| WHAT THE EXERCISE ASKS |
Images excepted, the data below must be repeated exactly.

══ SUPPLIED RECORDS ══

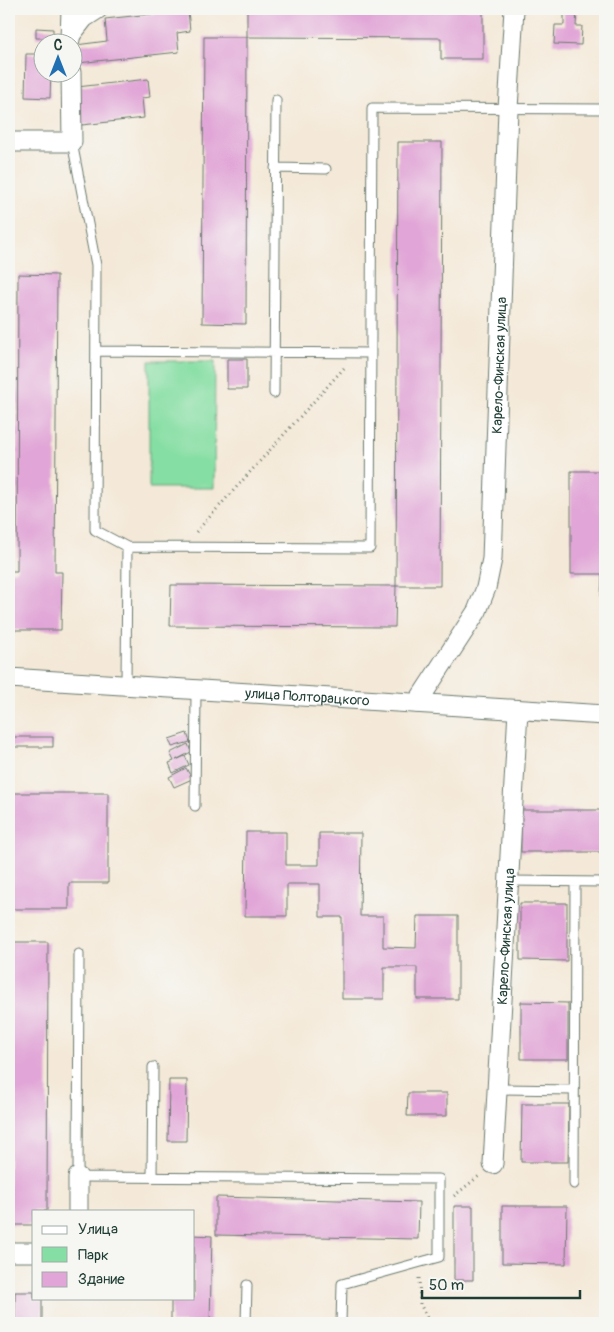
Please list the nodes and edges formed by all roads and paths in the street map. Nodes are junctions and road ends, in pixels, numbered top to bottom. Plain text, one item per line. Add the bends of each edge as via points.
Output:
1 (70, 9) edge
2 (98, 9) edge
3 (514, 9) edge
4 (70, 32) edge
5 (75, 32) edge
6 (71, 82) edge
7 (276, 100) dead end
8 (508, 109) junction
9 (605, 109) edge
10 (9, 142) edge
11 (72, 142) junction
12 (275, 168) junction
13 (326, 169) dead end
14 (96, 352) junction
15 (274, 352) junction
16 (358, 352) junction
17 (371, 353) junction
18 (274, 393) dead end
19 (127, 547) junction
20 (182, 548) junction
21 (9, 678) edge
22 (126, 685) junction
23 (196, 690) junction
24 (417, 703) junction
25 (518, 710) junction
26 (605, 714) edge
27 (195, 806) dead end
28 (509, 881) junction
29 (575, 882) junction
30 (605, 882) edge
31 (79, 954) dead end
32 (153, 1067) dead end
33 (497, 1089) junction
34 (574, 1090) junction
35 (493, 1164) joint
36 (78, 1177) junction
37 (152, 1177) junction
38 (574, 1184) dead end
39 (439, 1208) junction
40 (78, 1210) edge
41 (9, 1252) edge
42 (32, 1252) edge
43 (418, 1262) junction
44 (247, 1284) dead end
45 (246, 1323) edge
46 (341, 1323) edge
47 (430, 1323) edge

1 - 4 street
2 - 5 street via 84,18
3 - 8 street, Карело-Финская улица
6 - 11 street
7 - 12 lane
8 - 9 lane
8 - 17 lane via 372,108
8 - 24 street, Карело-Финская улица via 492,559 477,611
10 - 11 street
11 - 14 lane via 96,265
12 - 13 lane
12 - 15 lane
14 - 15 lane
14 - 19 lane via 95,530
15 - 16 lane
15 - 18 lane
16 - 17 lane
16 - 20 path
17 - 20 lane via 370,548
19 - 20 lane
19 - 22 lane
21 - 22 street, улица Полторацкого
22 - 23 street, улица Полторацкого
23 - 24 street, улица Полторацкого
23 - 27 lane
24 - 25 street, улица Полторацкого
25 - 26 street, улица Полторацкого
25 - 28 street, Карело-Финская улица
28 - 29 lane
28 - 33 street, Карело-Финская улица
29 - 30 lane
29 - 34 lane
31 - 36 lane
32 - 37 lane
33 - 34 lane
33 - 35 street, Карело-Финская улица
34 - 38 lane
35 - 39 path
36 - 37 lane
36 - 40 street
37 - 39 lane via 439,1179
39 - 43 lane via 439,1257
41 - 42 street
43 - 46 lane via 342,1284
43 - 47 path via 420,1304
44 - 45 lane

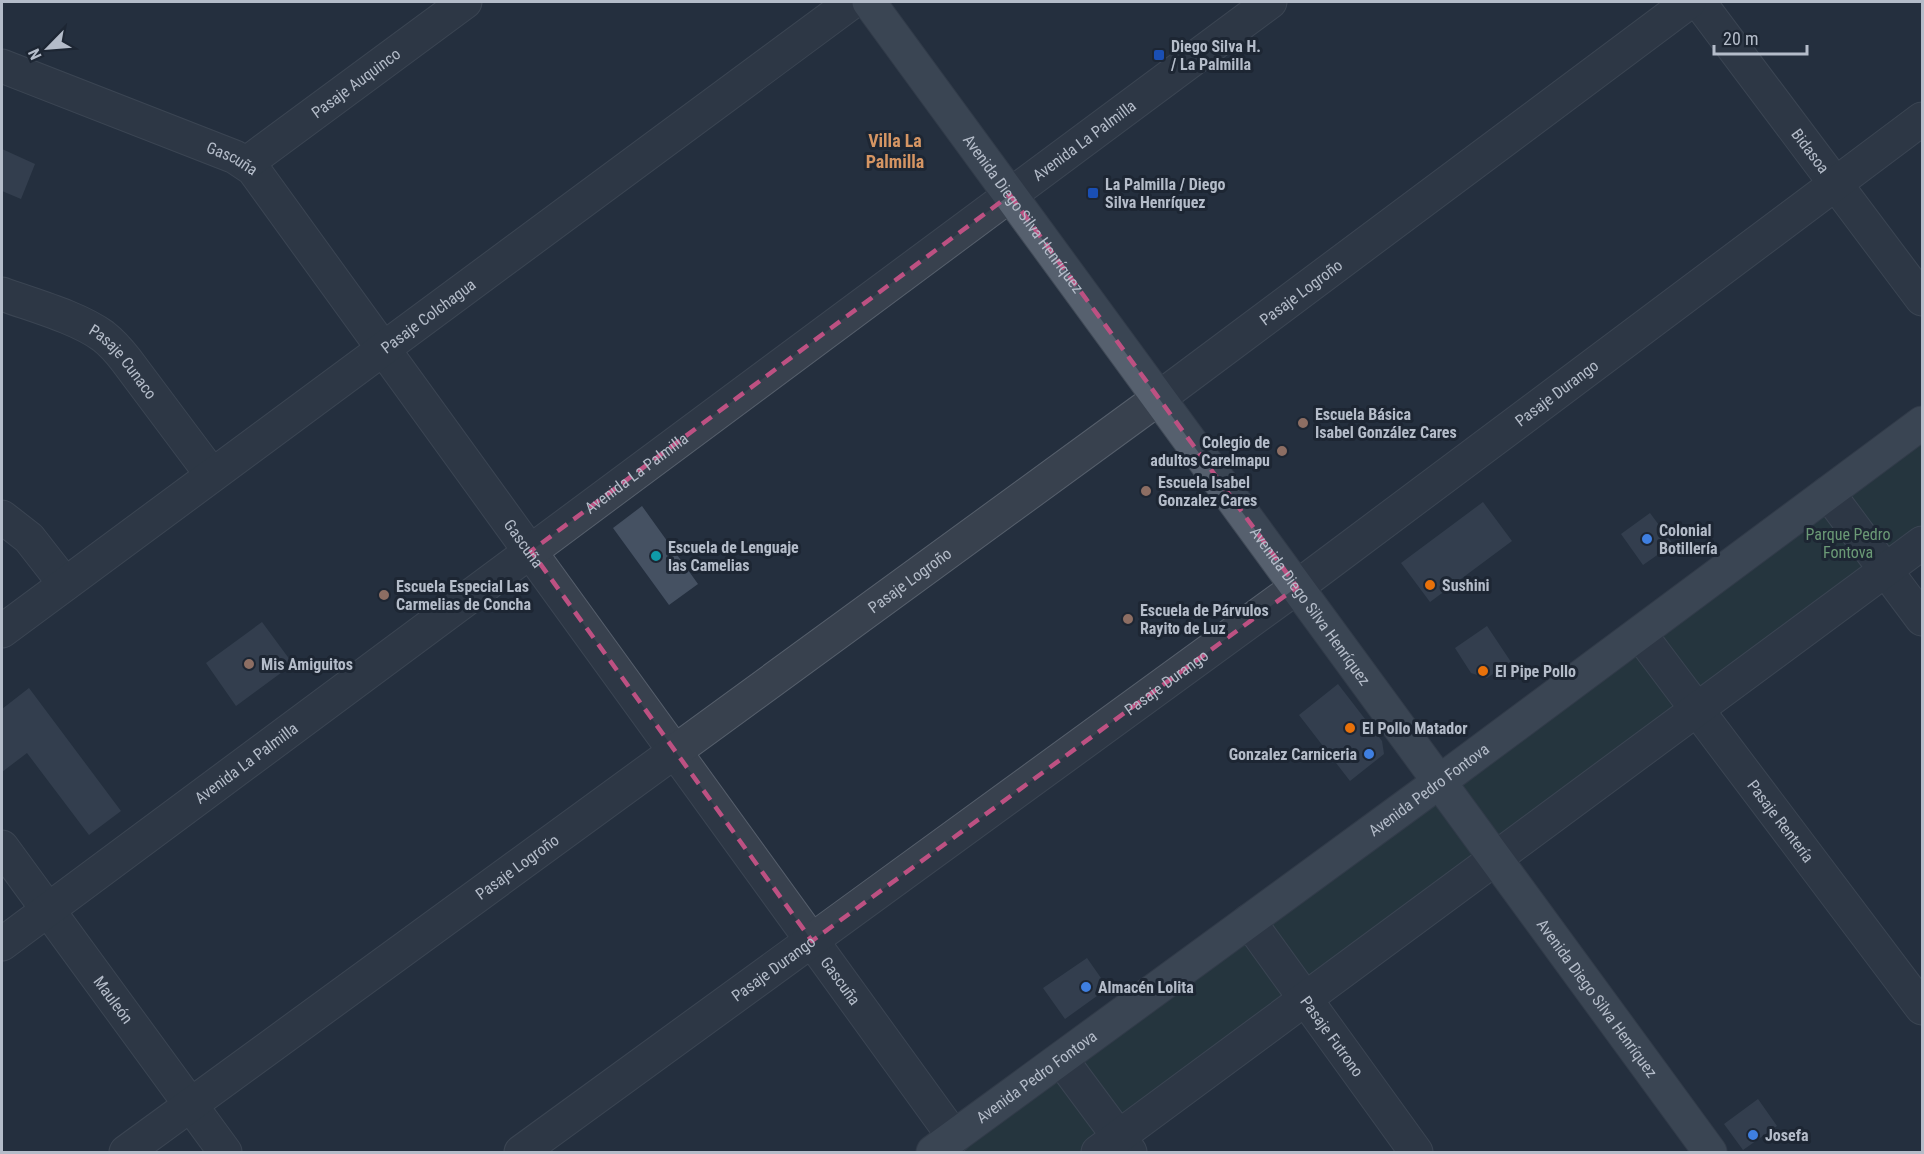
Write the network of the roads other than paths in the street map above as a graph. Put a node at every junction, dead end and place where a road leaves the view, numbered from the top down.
1 (465, 2) edge
2 (852, 2) edge
3 (868, 2) edge
4 (1270, 2) edge
5 (1689, 2) edge
6 (1699, 2) edge
7 (2, 66) edge
8 (1923, 119) edge
9 (247, 163) junction
10 (1836, 184) junction
11 (1010, 195) junction
12 (2, 294) edge
13 (1923, 299) edge
14 (383, 348) junction
15 (1159, 398) junction
16 (1923, 423) edge
17 (212, 475) junction
18 (1828, 493) junction
19 (2, 517) edge
20 (1923, 543) edge
21 (531, 551) junction
22 (1886, 570) junction
23 (65, 584) junction
24 (1297, 587) junction
25 (1923, 619) edge
26 (2, 631) edge
27 (1640, 634) junction
28 (1697, 710) junction
29 (675, 752) junction
30 (1439, 782) junction
31 (2, 847) edge
32 (1496, 859) junction
33 (47, 911) junction
34 (1249, 921) junction
35 (812, 940) junction
36 (2, 944) edge
37 (1306, 999) junction
38 (1923, 1008) edge
39 (1061, 1059) junction
40 (190, 1106) junction
41 (944, 1145) edge
42 (1116, 1147) edge
43 (126, 1152) edge
44 (225, 1152) edge
45 (521, 1152) edge
46 (1416, 1152) edge
47 (1710, 1152) edge

1 - 9 street, Pasaje Auquinco
2 - 14 street, Pasaje Colchagua
3 - 11 main road, Avenida Diego Silva Henríquez
4 - 11 street, Avenida La Palmilla
5 - 15 street, Pasaje Logroño
6 - 10 street, Bidasoa
7 - 9 street, Gascuña
8 - 10 street, Pasaje Durango
9 - 14 street, Gascuña
10 - 13 street, Bidasoa
10 - 24 street, Pasaje Durango
11 - 15 main road, Avenida Diego Silva Henríquez
11 - 21 street, Avenida La Palmilla
12 - 17 street, Pasaje Cunaco
14 - 17 street, Pasaje Colchagua
14 - 21 street, Gascuña
15 - 24 main road, Avenida Diego Silva Henríquez
15 - 29 street, Pasaje Logroño
16 - 18 main road, Avenida Pedro Fontova
17 - 23 street, Pasaje Colchagua
18 - 22 street
18 - 27 main road, Avenida Pedro Fontova
19 - 23 street
20 - 22 street
21 - 29 street, Gascuña
21 - 33 street, Avenida La Palmilla
22 - 25 street
22 - 28 street
23 - 26 street, Pasaje Colchagua
24 - 30 main road, Avenida Diego Silva Henríquez
24 - 35 street, Pasaje Durango
27 - 28 street, Pasaje Rentería
27 - 30 main road, Avenida Pedro Fontova
28 - 32 street
28 - 38 street, Pasaje Rentería
29 - 35 street, Gascuña
29 - 40 street, Pasaje Logroño
30 - 32 main road, Avenida Diego Silva Henríquez
30 - 34 main road, Avenida Pedro Fontova
31 - 33 street, Mauleón
32 - 37 street
32 - 47 main road, Avenida Diego Silva Henríquez
33 - 36 street, Avenida La Palmilla
33 - 40 street, Mauleón
34 - 37 street, Pasaje Futrono
34 - 39 main road, Avenida Pedro Fontova
35 - 41 street, Gascuña
35 - 45 street, Pasaje Durango
37 - 42 street
37 - 46 street, Pasaje Futrono
39 - 41 main road, Avenida Pedro Fontova
39 - 42 street
40 - 43 street, Pasaje Logroño
40 - 44 street, Mauleón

═══

| TASK SOLUTION |
Please list the nodes and edges formed by all roads and paths in the street map. Nodes are junctions and road ends, in pixels, numbered top to bottom. Plain text, one item per line. Add the bends of each edge as via points.
Output:
1 (70, 9) edge
2 (98, 9) edge
3 (514, 9) edge
4 (70, 32) edge
5 (75, 32) edge
6 (71, 82) edge
7 (276, 100) dead end
8 (508, 109) junction
9 (605, 109) edge
10 (9, 142) edge
11 (72, 142) junction
12 (275, 168) junction
13 (326, 169) dead end
14 (96, 352) junction
15 (274, 352) junction
16 (358, 352) junction
17 (371, 353) junction
18 (274, 393) dead end
19 (127, 547) junction
20 (182, 548) junction
21 (9, 678) edge
22 (126, 685) junction
23 (196, 690) junction
24 (417, 703) junction
25 (518, 710) junction
26 (605, 714) edge
27 (195, 806) dead end
28 (509, 881) junction
29 (575, 882) junction
30 (605, 882) edge
31 (79, 954) dead end
32 (153, 1067) dead end
33 (497, 1089) junction
34 (574, 1090) junction
35 (493, 1164) joint
36 (78, 1177) junction
37 (152, 1177) junction
38 (574, 1184) dead end
39 (439, 1208) junction
40 (78, 1210) edge
41 (9, 1252) edge
42 (32, 1252) edge
43 (418, 1262) junction
44 (247, 1284) dead end
45 (246, 1323) edge
46 (341, 1323) edge
47 (430, 1323) edge

1 - 4 street
2 - 5 street via 84,18
3 - 8 street, Карело-Финская улица
6 - 11 street
7 - 12 lane
8 - 9 lane
8 - 17 lane via 372,108
8 - 24 street, Карело-Финская улица via 492,559 477,611
10 - 11 street
11 - 14 lane via 96,265
12 - 13 lane
12 - 15 lane
14 - 15 lane
14 - 19 lane via 95,530
15 - 16 lane
15 - 18 lane
16 - 17 lane
16 - 20 path
17 - 20 lane via 370,548
19 - 20 lane
19 - 22 lane
21 - 22 street, улица Полторацкого
22 - 23 street, улица Полторацкого
23 - 24 street, улица Полторацкого
23 - 27 lane
24 - 25 street, улица Полторацкого
25 - 26 street, улица Полторацкого
25 - 28 street, Карело-Финская улица
28 - 29 lane
28 - 33 street, Карело-Финская улица
29 - 30 lane
29 - 34 lane
31 - 36 lane
32 - 37 lane
33 - 34 lane
33 - 35 street, Карело-Финская улица
34 - 38 lane
35 - 39 path
36 - 37 lane
36 - 40 street
37 - 39 lane via 439,1179
39 - 43 lane via 439,1257
41 - 42 street
43 - 46 lane via 342,1284
43 - 47 path via 420,1304
44 - 45 lane

Write the network of the roads other than paths in the street map above as a graph. Put a node at every junction, dead end and place where a road leaves the view, numbered from the top down.
1 (465, 2) edge
2 (852, 2) edge
3 (868, 2) edge
4 (1270, 2) edge
5 (1689, 2) edge
6 (1699, 2) edge
7 (2, 66) edge
8 (1923, 119) edge
9 (247, 163) junction
10 (1836, 184) junction
11 (1010, 195) junction
12 (2, 294) edge
13 (1923, 299) edge
14 (383, 348) junction
15 (1159, 398) junction
16 (1923, 423) edge
17 (212, 475) junction
18 (1828, 493) junction
19 (2, 517) edge
20 (1923, 543) edge
21 (531, 551) junction
22 (1886, 570) junction
23 (65, 584) junction
24 (1297, 587) junction
25 (1923, 619) edge
26 (2, 631) edge
27 (1640, 634) junction
28 (1697, 710) junction
29 (675, 752) junction
30 (1439, 782) junction
31 (2, 847) edge
32 (1496, 859) junction
33 (47, 911) junction
34 (1249, 921) junction
35 (812, 940) junction
36 (2, 944) edge
37 (1306, 999) junction
38 (1923, 1008) edge
39 (1061, 1059) junction
40 (190, 1106) junction
41 (944, 1145) edge
42 (1116, 1147) edge
43 (126, 1152) edge
44 (225, 1152) edge
45 (521, 1152) edge
46 (1416, 1152) edge
47 (1710, 1152) edge

1 - 9 street, Pasaje Auquinco
2 - 14 street, Pasaje Colchagua
3 - 11 main road, Avenida Diego Silva Henríquez
4 - 11 street, Avenida La Palmilla
5 - 15 street, Pasaje Logroño
6 - 10 street, Bidasoa
7 - 9 street, Gascuña
8 - 10 street, Pasaje Durango
9 - 14 street, Gascuña
10 - 13 street, Bidasoa
10 - 24 street, Pasaje Durango
11 - 15 main road, Avenida Diego Silva Henríquez
11 - 21 street, Avenida La Palmilla
12 - 17 street, Pasaje Cunaco
14 - 17 street, Pasaje Colchagua
14 - 21 street, Gascuña
15 - 24 main road, Avenida Diego Silva Henríquez
15 - 29 street, Pasaje Logroño
16 - 18 main road, Avenida Pedro Fontova
17 - 23 street, Pasaje Colchagua
18 - 22 street
18 - 27 main road, Avenida Pedro Fontova
19 - 23 street
20 - 22 street
21 - 29 street, Gascuña
21 - 33 street, Avenida La Palmilla
22 - 25 street
22 - 28 street
23 - 26 street, Pasaje Colchagua
24 - 30 main road, Avenida Diego Silva Henríquez
24 - 35 street, Pasaje Durango
27 - 28 street, Pasaje Rentería
27 - 30 main road, Avenida Pedro Fontova
28 - 32 street
28 - 38 street, Pasaje Rentería
29 - 35 street, Gascuña
29 - 40 street, Pasaje Logroño
30 - 32 main road, Avenida Diego Silva Henríquez
30 - 34 main road, Avenida Pedro Fontova
31 - 33 street, Mauleón
32 - 37 street
32 - 47 main road, Avenida Diego Silva Henríquez
33 - 36 street, Avenida La Palmilla
33 - 40 street, Mauleón
34 - 37 street, Pasaje Futrono
34 - 39 main road, Avenida Pedro Fontova
35 - 41 street, Gascuña
35 - 45 street, Pasaje Durango
37 - 42 street
37 - 46 street, Pasaje Futrono
39 - 41 main road, Avenida Pedro Fontova
39 - 42 street
40 - 43 street, Pasaje Logroño
40 - 44 street, Mauleón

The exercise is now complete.